As análises estatísticas foram realizadas utilizando o software SPSS (versão 21). Análises descritivas foram realizadas com todas as variáveis demográficas e clínicas. As conclusões e generalizações se basearam na análise inferencial dos dados. As variáveis quantitativas foram descritas por média e desvio padrão e as categóricas por frequências absolutas e relativas. Para comparar médias, os testes t-student para amostras independentes ou Análise de Variância (ANOVA) complementada por Tukey foram aplicados. Para avaliar as associações entre as variáveis contínuas e ordinais, os testes da correlação de Pearson ou Spearman foram utilizados. A associação entre as variáveis categóricas foi avaliada pelo teste qui-quadrado (χ2) de Pearson. Para as análises foi considerado p<0,05 como significativo.


RESULTADOS

O estudo transversal teve início em 22 de maio de 2020, data em que o questionário foi divulgado através das mídias sociais e direcionado para profissionais da saúde de todo o Brasil. Obtivemos um total de 1256 participantes ao longo de 1 mês de coleta. Destes, 202 foram excluídos por não responderem às questões referentes à avaliação de sintomas de burnout . Em comparação aos participantes incluídos nas análises, os indivíduos excluídos foram mais jovens, com menos tempo de profissão e menor carga horária de trabalho semanal. Esse grupo também apresentou maior proporção de renda familiar abaixo de 1.500 reais, de indivíduos do grupo de alto risco para Covid-19 e das categorias profissionais de técnico de enfermagem, biomédico e biotecnólogo.

Dos 1054 participantes incluídos nas análises, tivemos uma maior proporção de médicos (34,5%), técnicos de enfermagem (19,1%), enfermeiros (14,2%) e psicólogos (11,9%) (Tabela 1). A maioria foi do sexo feminino (81%), cor branca (74,8%), casado ou em união estável (57,2%), renda familiar acima de 10.000 reais (39,6%) e residentes na região sul do Brasil (61,9%). A média de idade foi de 41,7 anos, tempo de profissão de 15 anos e carga semanal de 37,6 horas de trabalho (Tabela 1).
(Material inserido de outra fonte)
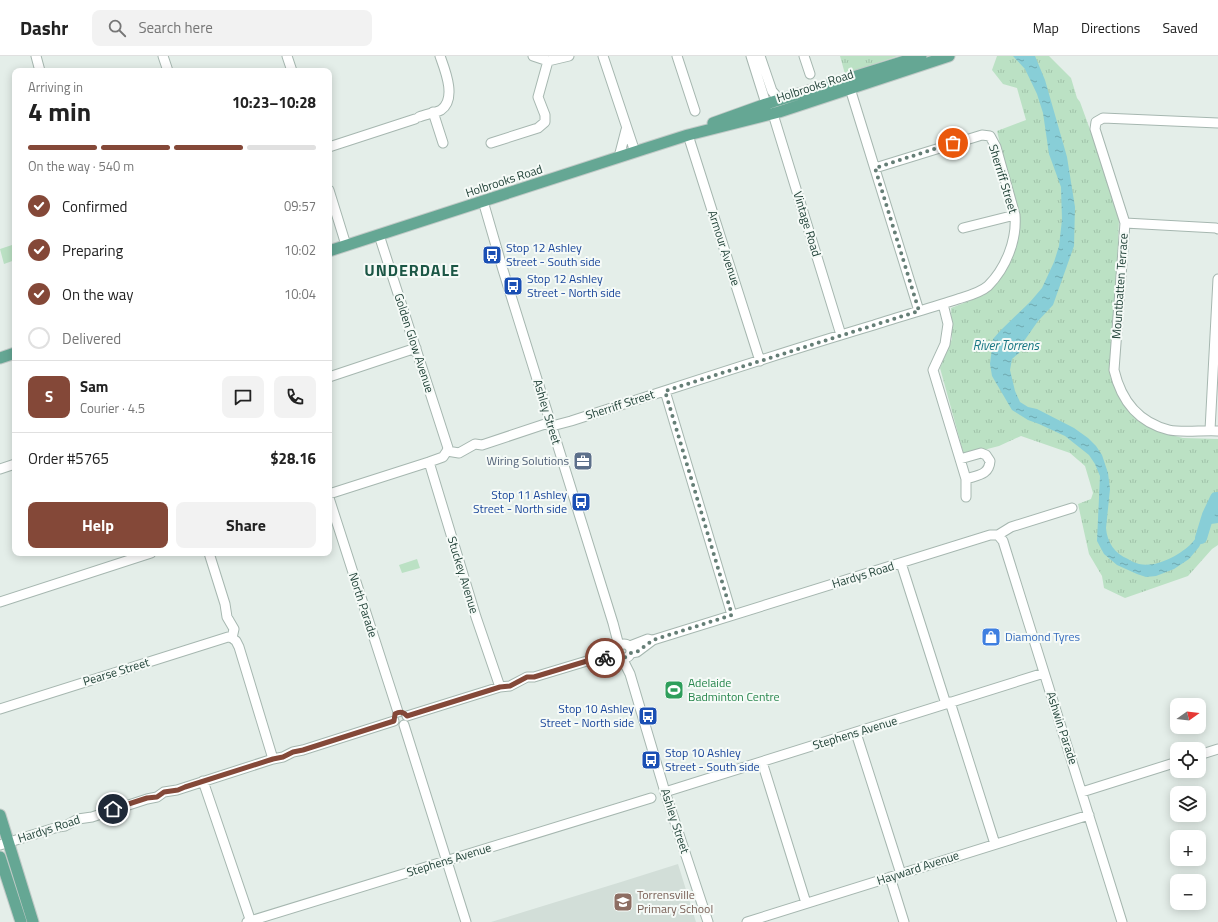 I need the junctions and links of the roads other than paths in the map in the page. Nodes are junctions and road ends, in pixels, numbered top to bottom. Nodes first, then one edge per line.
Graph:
1 (36, 56) edge
2 (163, 56) edge
3 (287, 56) edge
4 (442, 56) edge
5 (532, 56) edge
6 (569, 56) edge
7 (603, 56) edge
8 (677, 56) edge
9 (751, 56) edge
10 (760, 56) edge
11 (804, 56) edge
12 (921, 56) edge
13 (949, 56) edge
14 (548, 61) junction
15 (39, 68) edge
16 (167, 68) edge
17 (291, 68) edge
18 (810, 74) dead end
19 (849, 84) junction
20 (780, 100) junction
21 (695, 111) dead end
22 (770, 111) junction
23 (433, 112) junction
24 (1218, 123) edge
25 (626, 126) junction
26 (688, 135) junction
27 (443, 143) dead end
28 (490, 144) dead end
29 (332, 146) edge
30 (640, 150) junction
31 (619, 157) junction
32 (875, 168) junction
33 (332, 200) edge
34 (484, 201) junction
35 (1015, 215) junction
36 (1125, 224) junction
37 (963, 228) dead end
38 (1218, 229) edge
39 (379, 235) junction
40 (346, 245) junction
41 (332, 250) edge
42 (1218, 278) edge
43 (943, 304) junction
44 (919, 311) junction
45 (1216, 333) edge
46 (841, 334) junction
47 (416, 348) junction
48 (12, 354) edge
49 (0, 358) edge
50 (760, 361) junction
51 (332, 376) edge
52 (665, 391) junction
53 (552, 426) junction
54 (1214, 430) edge
55 (447, 451) junction
56 (960, 459) junction
57 (429, 462) junction
58 (12, 465) edge
59 (0, 469) edge
60 (966, 479) junction
61 (332, 493) edge
62 (966, 497) dead end
63 (332, 508) edge
64 (1072, 508) dead end
65 (998, 535) junction
66 (141, 556) edge
67 (210, 556) edge
68 (901, 563) junction
69 (0, 602) edge
70 (732, 615) junction
71 (232, 638) junction
72 (624, 651) junction
73 (1044, 673) junction
74 (500, 687) junction
75 (948, 703) junction
76 (0, 709) edge
77 (396, 716) junction
78 (405, 721) junction
79 (856, 732) junction
80 (1218, 749) edge
81 (1206, 753) edge
82 (273, 759) junction
83 (762, 762) junction
84 (1170, 764) edge
85 (203, 781) junction
86 (665, 792) junction
87 (1082, 792) junction
88 (651, 798) dead end
89 (0, 815) edge
90 (1089, 815) junction
91 (4, 844) edge
92 (995, 844) junction
93 (0, 857) edge
94 (447, 860) junction
95 (901, 874) junction
96 (890, 877) junction
97 (806, 903) junction
98 (21, 922) edge
99 (33, 922) edge
100 (250, 922) edge
101 (466, 922) edge
102 (708, 922) edge
103 (747, 922) edge
104 (904, 922) edge
105 (1122, 922) edge

1 - 15 street
2 - 16 street
3 - 17 street
4 - 23 street
5 - 14 street
6 - 14 street
7 - 25 street
8 - 21 street
9 - 22 street, Vintage Road
10 - 20 street
11 - 18 street
12 - 19 main road, Holbrooks Road
13 - 19 main road, Holbrooks Road
14 - 28 street
19 - 20 main road, Holbrooks Road
19 - 22 main road, Holbrooks Road
19 - 32 street
20 - 22 main road, Holbrooks Road
22 - 26 main road, Holbrooks Road
22 - 46 street, Vintage Road
23 - 27 street
23 - 29 street
24 - 36 street, Mountbatten Terrace
25 - 30 street
25 - 31 street
26 - 30 main road, Holbrooks Road
26 - 50 street, Armour Avenue
30 - 31 main road, Holbrooks Road
31 - 34 main road, Holbrooks Road
32 - 35 street, Sherriff Street
32 - 44 street
33 - 40 street
34 - 39 main road, Holbrooks Road
34 - 53 street, Ashley Street
35 - 37 street
35 - 43 street, Sherriff Street
36 - 38 street
36 - 54 street, Mountbatten Terrace
39 - 40 main road, Holbrooks Road
39 - 47 street, Golden Glow Avenue
40 - 41 main road, Holbrooks Road
42 - 45 street
43 - 44 street, Sherriff Street
43 - 56 street
44 - 46 street, Sherriff Street
45 - 54 street
46 - 50 street, Sherriff Street
47 - 51 street
47 - 55 street, Golden Glow Avenue
48 - 49 main road
50 - 52 street, Sherriff Street
52 - 53 street, Sherriff Street
52 - 70 street
53 - 55 street, Sherriff Street
53 - 72 street, Ashley Street
55 - 57 street, Sherriff Street
56 - 60 street
56 - 60 street
57 - 61 street, Sherriff Street
57 - 74 street, Stuckey Avenue
58 - 59 street
60 - 62 street
63 - 77 street, North Parade
64 - 65 street, Hardys Road
65 - 68 street, Hardys Road
65 - 73 street, Ashwin Parade
66 - 69 street
67 - 71 street
68 - 70 street, Hardys Road
68 - 75 street
70 - 72 street, Hardys Road
71 - 76 street, Pearse Street
71 - 82 street
72 - 74 street, Hardys Road
72 - 86 street, Ashley Street
73 - 75 street, Stephens Avenue
73 - 87 street, Ashwin Parade
74 - 78 street, Hardys Road
75 - 79 street, Stephens Avenue
75 - 92 street
77 - 78 street
77 - 82 street, Hardys Road
78 - 94 street
79 - 83 street, Stephens Avenue
79 - 95 street
80 - 81 street
82 - 85 street, Hardys Road
83 - 86 street, Stephens Avenue
83 - 97 street
84 - 87 street
85 - 91 street, Hardys Road
85 - 100 street
86 - 102 street, Ashley Street
87 - 90 street, Ashwin Parade
88 - 94 street, Stephens Avenue
89 - 91 main road
90 - 92 street, Hayward Avenue
90 - 105 street, Ashwin Parade
91 - 99 main road
92 - 95 street, Hayward Avenue
93 - 98 main road
94 - 100 street, Stephens Avenue
94 - 101 street
95 - 96 street, Hayward Avenue
96 - 97 street, Hayward Avenue
96 - 104 street
97 - 103 street, Hayward Avenue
Para a comparação das variáveis entre as categorias profissionais, foram agrupadas as categorias menos frequentes da amostra em um único grupo, designado "Outros" (Tabela 2). A categoria dos médicos apresentou maior proporção de indivíduos do sexo masculino em relação aos demais grupos. A proporção de profissionais da cor branca foi maior nas categorias dos médicos e psicólogos em comparação à dos técnicos de enfermagem. A proporção de casados ou em união estável foi maior entre os médicos e a proporção de separados ou divorciados foi maior entre os enfermeiros e técnicos de enfermagem. A maior renda familiar foi encontrada entre os médicos e a menor entre os técnicos de enfermagem. Uma maior proporção de profissionais da região sudeste foi encontrada entre os enfermeiros e técnicos de enfermagem. O tempo de profissão não foi diferente entre os médicos, enfermeiros, técnicos de enfermagem e psicólogos. A carga horária semanal de trabalho também não foi diferente entre médicos, enfermeiros e técnicos de enfermagem, sendo inferior entre os psicólogos e no grupo dos outros profissionais da saúde (Tabela 2).




Entre os técnicos de enfermagem, em comparação às demais categorias profissionais, uma proporção maior já havia tido diagnóstico confirmado de Covid-19 (10%) e era do grupo de risco (36.3%) (Tabela 3). Também foi a categoria que, juntamente com os enfermeiros e os médicos, esteve mais envolvida na assistência direta a pacientes com Covid-19 (59.2%) e a que apresentou maior proporção de profissionais que referiram terem sido coagidos a realizar atividade para a qual não se sentiam capacitados (20,1%). No entanto, em relação a essa última variável, a diferença encontrada não foi estatisticamente significativa (tabela 3).




Entre os médicos, houve uma maior proporção de indivíduos em tratamento de saúde mental (29.4%) e com história de diagnóstico psiquiátrico (40.1%). Entre enfermeiros e técnicos de enfermagem, uma maior proporção referiu não estar em tratamento atual para saúde mental, mas sentir que precisaria (28.7% e 27.9%, respectivamente). A categoria dos técnicos de enfermagem foi a que mais apresentou história de tentativa de suicídio (12.7%) entre todas as categorias, e também a que mais apresentou trauma na infância (40.9%), taxa similar à encontrada entre os psicólogos (37.4%) (tabela 4).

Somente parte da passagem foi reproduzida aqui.